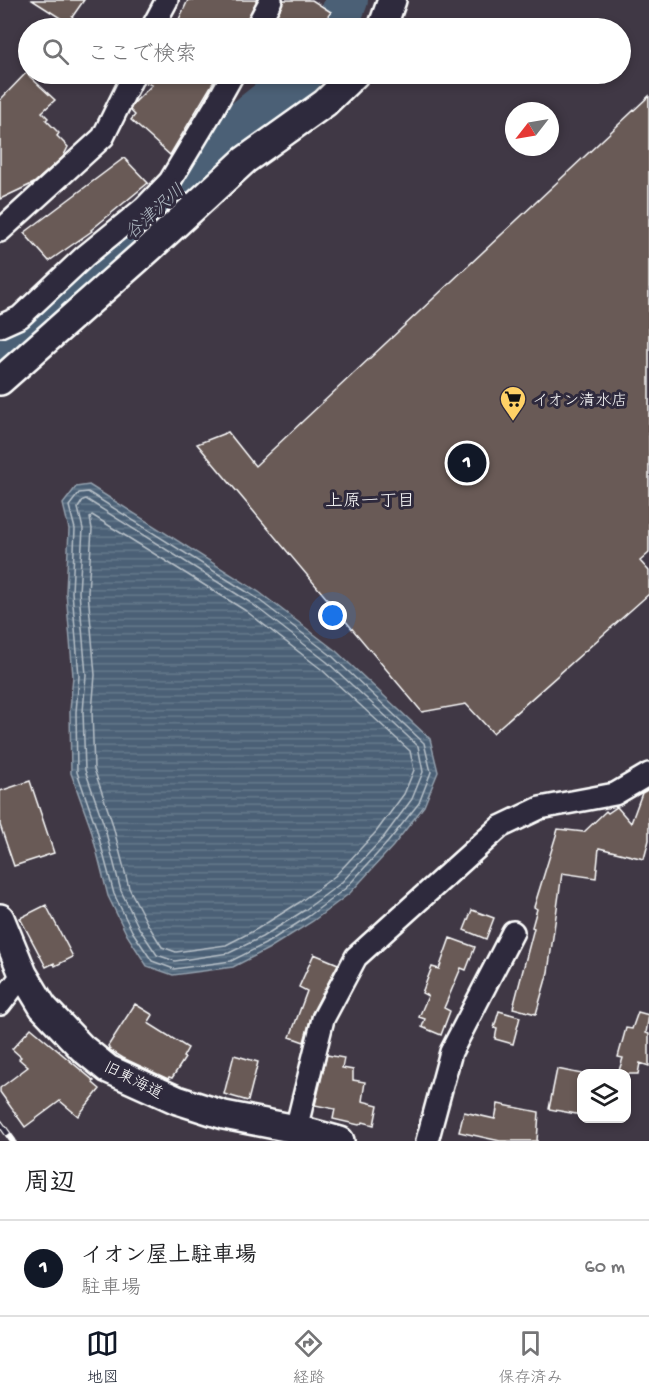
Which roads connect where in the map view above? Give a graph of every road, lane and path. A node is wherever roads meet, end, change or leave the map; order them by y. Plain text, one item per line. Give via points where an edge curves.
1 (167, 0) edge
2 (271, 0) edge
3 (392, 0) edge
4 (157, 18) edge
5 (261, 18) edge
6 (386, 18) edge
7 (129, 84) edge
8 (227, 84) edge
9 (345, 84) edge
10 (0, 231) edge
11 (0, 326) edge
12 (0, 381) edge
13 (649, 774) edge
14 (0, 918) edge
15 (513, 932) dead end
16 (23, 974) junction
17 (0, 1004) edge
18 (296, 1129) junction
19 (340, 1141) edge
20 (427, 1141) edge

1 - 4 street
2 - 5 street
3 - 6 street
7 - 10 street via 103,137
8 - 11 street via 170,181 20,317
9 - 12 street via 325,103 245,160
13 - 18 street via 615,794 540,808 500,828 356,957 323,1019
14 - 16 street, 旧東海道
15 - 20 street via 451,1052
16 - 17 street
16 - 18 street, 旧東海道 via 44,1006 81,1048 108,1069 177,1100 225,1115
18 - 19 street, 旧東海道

○ ○ ○ ○ ○

PROBLEM TO SOLVE:
Transcribe the data completely. No pictures should appear in the transcription.

RESPONSE TO THE TASK:
Which roads connect where in the map view above? Give a graph of every road, lane and path. A node is wherever roads meet, end, change or leave the map; order them by y. Plain text, one item per line. Give via points where an edge curves.
1 (167, 0) edge
2 (271, 0) edge
3 (392, 0) edge
4 (157, 18) edge
5 (261, 18) edge
6 (386, 18) edge
7 (129, 84) edge
8 (227, 84) edge
9 (345, 84) edge
10 (0, 231) edge
11 (0, 326) edge
12 (0, 381) edge
13 (649, 774) edge
14 (0, 918) edge
15 (513, 932) dead end
16 (23, 974) junction
17 (0, 1004) edge
18 (296, 1129) junction
19 (340, 1141) edge
20 (427, 1141) edge

1 - 4 street
2 - 5 street
3 - 6 street
7 - 10 street via 103,137
8 - 11 street via 170,181 20,317
9 - 12 street via 325,103 245,160
13 - 18 street via 615,794 540,808 500,828 356,957 323,1019
14 - 16 street, 旧東海道
15 - 20 street via 451,1052
16 - 17 street
16 - 18 street, 旧東海道 via 44,1006 81,1048 108,1069 177,1100 225,1115
18 - 19 street, 旧東海道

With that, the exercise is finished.